The New Policy for Joint Annual Inspections by MIIs

In a significant move aimed at improving the ease of doing business in India’s financial markets, the Securities and Exchange Board of India (SEBI) has introduced a new policy for joint annual inspections by Market Infrastructure Institutions (MIIs). This initiative, outlined in the recent circular, seeks to streamline the inspection process for stock brokers and depository participants (DPs), thereby reducing the operational burden on these entities.

Background of the Policy

Historically, annual inspections of stock brokers and DPs were conducted separately by each MII, including stock exchanges, depositories, and clearing corporations. This fragmented approach often led to multiple inspections within a short period, causing unnecessary strain on resources and disrupting the routine operations of these entities. Recognizing the need for a more efficient system, SEBI has now mandated a joint inspection process, allowing for a comprehensive evaluation of an entity’s operations across all MIIs in a single visit.

Key Features of the New Policy

Joint Annual Inspections: Under the new policy, selected entities will undergo a joint inspection by all relevant MIIs. This means that if a broker is also registered as a DP or is involved in clearing activities, all aspects of their operations will be inspected simultaneously. This holistic approach not only minimizes the frequency of inspections but also ensures that all operational facets are evaluated cohesively.

Information Sharing Mechanism: To enhance the effectiveness of supervision, MIIs are required to establish an information-sharing mechanism. This will facilitate the sharing of inspection observations for entities that hold multiple registrations, ensuring that all MIIs are informed of any compliance issues or operational challenges faced by these entities.
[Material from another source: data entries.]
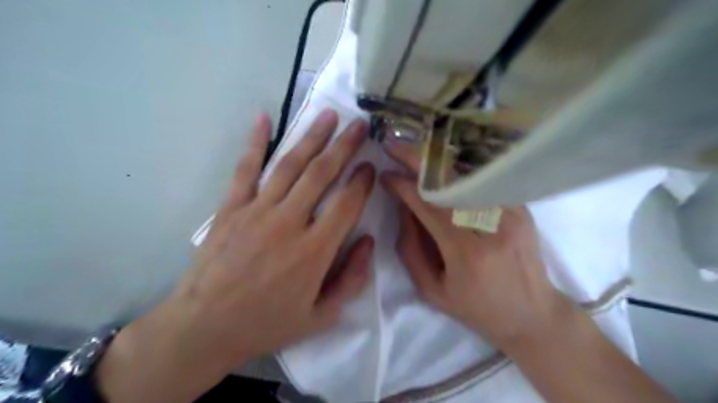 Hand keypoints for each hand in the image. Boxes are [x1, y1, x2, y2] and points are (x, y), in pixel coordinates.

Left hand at [100, 111, 376, 402]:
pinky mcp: (231, 208)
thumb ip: (351, 279)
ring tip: (328, 115)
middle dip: (344, 146)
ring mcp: (257, 211)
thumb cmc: (267, 323)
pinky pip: (245, 169)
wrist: (204, 328)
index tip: (370, 166)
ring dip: (311, 137)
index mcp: (315, 250)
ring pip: (290, 165)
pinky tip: (263, 117)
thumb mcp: (321, 316)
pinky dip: (254, 142)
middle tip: (359, 124)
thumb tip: (368, 242)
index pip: (347, 203)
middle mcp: (289, 222)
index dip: (362, 181)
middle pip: (322, 174)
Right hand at [382, 139, 576, 352]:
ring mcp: (511, 213)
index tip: (385, 175)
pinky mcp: (521, 208)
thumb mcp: (431, 289)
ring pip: (467, 175)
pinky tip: (440, 165)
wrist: (532, 314)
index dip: (404, 186)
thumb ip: (410, 248)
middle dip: (417, 160)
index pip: (429, 206)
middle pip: (449, 182)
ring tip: (413, 152)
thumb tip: (403, 207)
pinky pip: (483, 182)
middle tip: (394, 146)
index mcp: (467, 253)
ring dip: (436, 160)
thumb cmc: (476, 309)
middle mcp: (493, 226)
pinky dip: (457, 171) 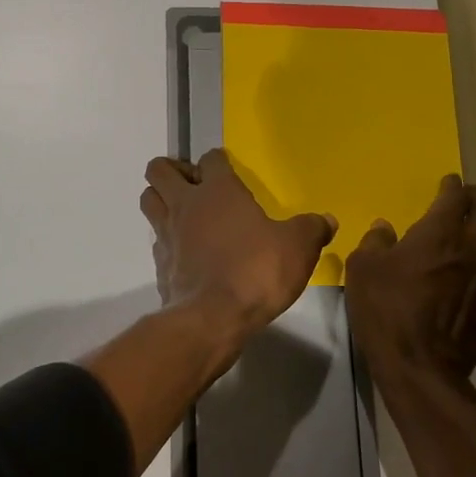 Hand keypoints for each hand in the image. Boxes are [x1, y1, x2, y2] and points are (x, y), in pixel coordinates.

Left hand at [139, 150, 336, 334]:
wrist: (213, 318)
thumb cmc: (256, 271)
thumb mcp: (297, 247)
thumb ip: (312, 229)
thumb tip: (327, 220)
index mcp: (218, 190)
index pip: (210, 158)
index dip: (218, 161)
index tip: (228, 170)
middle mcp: (186, 204)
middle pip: (158, 170)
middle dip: (172, 170)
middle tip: (195, 185)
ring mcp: (167, 234)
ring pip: (148, 199)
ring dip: (160, 199)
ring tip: (183, 211)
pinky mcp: (160, 264)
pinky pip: (156, 240)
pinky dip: (165, 240)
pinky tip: (184, 252)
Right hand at [344, 175, 475, 386]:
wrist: (420, 367)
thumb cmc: (386, 312)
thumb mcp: (362, 270)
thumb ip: (375, 242)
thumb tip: (384, 228)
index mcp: (439, 233)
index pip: (456, 197)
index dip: (452, 186)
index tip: (448, 183)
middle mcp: (473, 247)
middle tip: (467, 201) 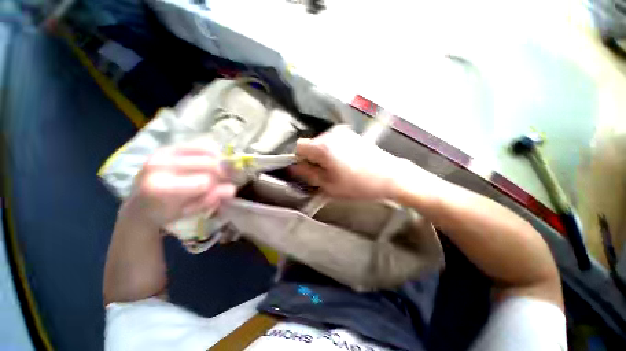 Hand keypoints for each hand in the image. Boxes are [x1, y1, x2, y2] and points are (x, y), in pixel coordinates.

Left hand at [123, 143, 235, 228]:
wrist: (139, 204)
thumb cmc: (166, 212)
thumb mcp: (189, 212)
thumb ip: (211, 199)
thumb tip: (232, 189)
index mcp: (161, 188)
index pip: (204, 182)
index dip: (216, 187)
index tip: (219, 191)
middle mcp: (159, 165)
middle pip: (208, 163)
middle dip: (222, 172)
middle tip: (226, 179)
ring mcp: (163, 152)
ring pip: (206, 150)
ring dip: (219, 161)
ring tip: (218, 171)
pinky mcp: (168, 147)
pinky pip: (199, 144)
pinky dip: (212, 152)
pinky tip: (211, 161)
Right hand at [291, 125, 404, 199]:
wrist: (389, 176)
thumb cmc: (358, 184)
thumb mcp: (329, 186)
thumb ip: (308, 175)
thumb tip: (294, 167)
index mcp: (323, 147)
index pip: (299, 146)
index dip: (300, 159)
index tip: (310, 171)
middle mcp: (331, 134)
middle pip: (311, 144)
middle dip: (313, 158)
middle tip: (326, 173)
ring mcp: (342, 132)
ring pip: (321, 143)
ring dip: (323, 155)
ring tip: (338, 168)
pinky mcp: (351, 133)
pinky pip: (333, 141)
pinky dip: (333, 151)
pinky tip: (346, 161)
Rationalized Selection Criteria: The policy introduces a revised set of criteria for selecting entities for inspection. This includes:

  1. Inspecting the top 25 entities with high penalties for compliance issues, regardless of their last inspection date.
  2. Focusing on the top 25 entities with the highest number of investor complaints and arbitration cases.
  3. Targeting entities with a high-risk score under the Risk-Based Supervision framework.
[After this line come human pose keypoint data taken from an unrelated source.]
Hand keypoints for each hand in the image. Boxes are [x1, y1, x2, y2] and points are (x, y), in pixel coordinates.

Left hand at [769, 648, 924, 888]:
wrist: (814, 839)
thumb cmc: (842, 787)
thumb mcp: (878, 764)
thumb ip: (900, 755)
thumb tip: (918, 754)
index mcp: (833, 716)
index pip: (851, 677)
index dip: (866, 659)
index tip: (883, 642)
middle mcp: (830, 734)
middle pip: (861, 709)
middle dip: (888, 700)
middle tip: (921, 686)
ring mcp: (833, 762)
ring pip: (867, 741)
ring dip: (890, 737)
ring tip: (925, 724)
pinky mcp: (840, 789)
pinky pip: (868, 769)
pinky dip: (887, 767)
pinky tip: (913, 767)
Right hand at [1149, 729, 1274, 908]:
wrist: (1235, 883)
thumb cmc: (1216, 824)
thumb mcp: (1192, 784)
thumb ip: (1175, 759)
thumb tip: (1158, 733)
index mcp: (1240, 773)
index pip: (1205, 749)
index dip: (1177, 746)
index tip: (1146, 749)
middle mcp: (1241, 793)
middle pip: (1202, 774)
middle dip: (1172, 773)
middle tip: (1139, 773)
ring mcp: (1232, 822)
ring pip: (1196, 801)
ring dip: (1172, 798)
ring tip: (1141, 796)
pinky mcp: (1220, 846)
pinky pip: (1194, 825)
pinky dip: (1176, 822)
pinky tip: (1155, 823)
Entities not falling under these categories will be inspected at least once every three years, while those inspected in the previous two years or those with no trading activity in the last two financial years may be exempt from inspection.

Special Purpose Inspections: MIIs retain the authority to conduct special inspections based on specific triggers, such as patterns observed during investor complaint resolutions or reports of malpractices. This flexibility ensures that any emerging issues can be addressed promptly, regardless of the regular inspection schedule.

Standard Operating Procedures (SOPs): MIIs are tasked with developing a joint SOP by November 1, 2025, detailing the inspection criteria and information-sharing mechanisms. A designated ‘Lead MII’ will be responsible for initiating enforcement actions during these inspections.

Implementation and Future Outlook

The new policy is set to come into effect on December 1, 2025, and MIIs are directed to amend their relevant bye-laws and regulations accordingly. This initiative not only aims to protect investor interests but also promotes the development and regulation of the securities markets in India.

By reducing the frequency of inspections and enhancing collaboration among MIIs, the policy is expected to significantly improve the operational efficiency of stock brokers and DPs. This, in turn, will foster a more conducive environment for business, ultimately benefiting investors and the broader financial ecosystem.

In conclusion, SEBI’s new policy for joint annual inspections represents a progressive step towards enhancing the ease of doing business in India’s financial markets. By streamlining the inspection process and promoting cooperation among MIIs, this initiative is poised to create a more efficient and investor-friendly environment, reinforcing the commitment to regulatory excellence and operational integrity in the securities market.